Cosmological prospects for multiband detection of intermediate-mass binary black holes with Taiji and ground-based detectors

Abstract

Intermediate-mass black holes (IMBHs) bridge the gap between stellar-mass and supermassive black holes, but remain challenging to detect electromagnetically. Gravitational-wave observations provide a direct means of detecting IMBHs and their mergers. We simulate the gravitational-wave signals of IMBH binaries under different population models and assess their detectability with the space-based detector Taiji alone and in a multiband network combining Taiji with third-generation ground-based detectors.

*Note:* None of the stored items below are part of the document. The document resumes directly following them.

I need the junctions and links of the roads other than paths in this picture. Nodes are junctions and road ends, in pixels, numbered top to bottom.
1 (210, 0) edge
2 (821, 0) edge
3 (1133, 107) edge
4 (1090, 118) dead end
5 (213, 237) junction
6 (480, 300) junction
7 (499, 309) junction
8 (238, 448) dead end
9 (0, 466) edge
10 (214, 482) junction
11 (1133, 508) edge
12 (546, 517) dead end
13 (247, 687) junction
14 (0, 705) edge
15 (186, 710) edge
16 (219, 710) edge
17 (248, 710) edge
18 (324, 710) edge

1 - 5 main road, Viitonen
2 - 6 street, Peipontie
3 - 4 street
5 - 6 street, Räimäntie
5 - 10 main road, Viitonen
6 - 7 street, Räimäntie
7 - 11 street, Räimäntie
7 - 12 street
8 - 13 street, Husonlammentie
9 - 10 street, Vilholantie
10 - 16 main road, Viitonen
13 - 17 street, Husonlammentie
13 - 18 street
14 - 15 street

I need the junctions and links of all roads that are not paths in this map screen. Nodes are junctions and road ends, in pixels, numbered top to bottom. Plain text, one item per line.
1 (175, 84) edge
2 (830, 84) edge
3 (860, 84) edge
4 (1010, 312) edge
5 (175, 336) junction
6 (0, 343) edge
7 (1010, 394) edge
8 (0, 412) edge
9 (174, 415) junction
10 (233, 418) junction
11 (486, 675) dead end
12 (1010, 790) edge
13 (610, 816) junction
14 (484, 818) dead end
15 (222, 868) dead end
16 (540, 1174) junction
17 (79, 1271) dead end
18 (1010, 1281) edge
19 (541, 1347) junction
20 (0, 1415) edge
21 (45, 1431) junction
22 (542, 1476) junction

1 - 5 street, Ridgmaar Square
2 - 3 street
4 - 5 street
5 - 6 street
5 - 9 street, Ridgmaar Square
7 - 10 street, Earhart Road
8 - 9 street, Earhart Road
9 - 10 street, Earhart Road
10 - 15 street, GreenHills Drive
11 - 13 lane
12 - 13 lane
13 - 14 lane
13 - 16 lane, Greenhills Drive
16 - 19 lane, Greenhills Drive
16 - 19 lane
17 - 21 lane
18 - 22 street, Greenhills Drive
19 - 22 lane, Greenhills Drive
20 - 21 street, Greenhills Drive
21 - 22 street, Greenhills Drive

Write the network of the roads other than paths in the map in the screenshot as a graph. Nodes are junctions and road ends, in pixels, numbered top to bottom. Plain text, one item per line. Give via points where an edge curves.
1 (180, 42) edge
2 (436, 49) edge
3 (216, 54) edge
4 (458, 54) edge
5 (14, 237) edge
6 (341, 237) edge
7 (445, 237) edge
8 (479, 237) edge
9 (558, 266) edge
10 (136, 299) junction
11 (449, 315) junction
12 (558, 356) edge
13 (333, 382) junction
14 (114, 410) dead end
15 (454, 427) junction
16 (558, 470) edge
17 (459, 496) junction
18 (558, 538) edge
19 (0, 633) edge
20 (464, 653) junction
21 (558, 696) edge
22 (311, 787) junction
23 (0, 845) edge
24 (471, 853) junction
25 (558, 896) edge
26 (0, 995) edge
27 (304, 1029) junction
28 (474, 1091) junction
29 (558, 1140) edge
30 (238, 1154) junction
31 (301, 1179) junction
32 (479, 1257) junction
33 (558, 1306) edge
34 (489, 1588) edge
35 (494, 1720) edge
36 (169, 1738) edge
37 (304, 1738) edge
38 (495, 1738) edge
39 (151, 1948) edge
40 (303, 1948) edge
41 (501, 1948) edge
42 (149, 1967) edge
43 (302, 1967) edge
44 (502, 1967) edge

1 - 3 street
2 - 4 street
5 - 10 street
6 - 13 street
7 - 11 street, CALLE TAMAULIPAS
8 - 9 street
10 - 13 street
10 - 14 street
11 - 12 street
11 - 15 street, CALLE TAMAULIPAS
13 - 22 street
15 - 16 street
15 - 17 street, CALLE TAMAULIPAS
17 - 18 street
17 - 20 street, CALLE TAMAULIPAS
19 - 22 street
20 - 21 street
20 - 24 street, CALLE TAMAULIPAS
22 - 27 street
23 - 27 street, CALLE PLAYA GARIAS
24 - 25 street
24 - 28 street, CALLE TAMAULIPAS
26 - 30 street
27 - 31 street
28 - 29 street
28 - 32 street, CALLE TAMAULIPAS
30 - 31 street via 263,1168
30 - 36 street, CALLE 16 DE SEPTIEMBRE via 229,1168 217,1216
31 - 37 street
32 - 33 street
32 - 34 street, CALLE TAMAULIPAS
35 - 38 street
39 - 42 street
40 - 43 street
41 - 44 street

Taiji performs well in detecting high-mass IMBH binaries, while ground-based detectors compensate for its reduced sensitivity to lower-mass systems. Their combination expands the accessible parameter space and improves the constraints on cosmological parameters. In particular, multiband observations improve the constraint accuracy on $H_0$ by $36.5\%$ and $31.0\%$ compared with Taiji and ET2CE alone, respectively. We further examine the dependence of parameter accuracy on the number of simulated events, finding that improvements are most pronounced for small samples and gradually saturate as the number of events increases. We conclude that multiband observations enhance the detectability of IMBH binaries and reinforce their role as probes of precision cosmology.

Figures (8)

• Figure 1: Characteristic strains of Taiji, ET, CE1, and CE2, together with that of a merging IMBH binary with component masses of $1000$--$1000\,M_\odot$ at redshift $z=1$. The triangle marks the GW frequency one day before coalescence. The characteristic strains are defined as $\sqrt{f S_{\rm n}(f)}$ for the detector sensitivity curves and $2f|h(f)|$ for the GW signal.
• Figure 2: Detection horizons of equal-mass, non-spinning binary black holes as a function of the total source-frame mass, for the Taiji, ET, CE1, and CE2 detectors.
• Figure 3: Normalized detection capability of black hole binaries in the redshift–primary mass and mass ratio–primary mass parameter spaces for different GW detector configurations. The color scale indicates the relative detection rate.
• Figure 4: Event distributions and corresponding SNRs of IMBBHs for one year of observation with $k = 10$, using $\{\mu_z, \sigma_z, \alpha, \beta\} = \{2, 1, 1, 1\}$. Results are shown for Taiji alone and for the Taiji--ET2CE multiband configuration. The color of each point corresponds to the SNR of the event.
• Figure 5: Same as Fig. \ref{['fig:2111']}, but assuming an intrinsic population model with $\{\mu_z, \sigma_z, \alpha, \beta\} = \{5, 1, 1, 1\}$.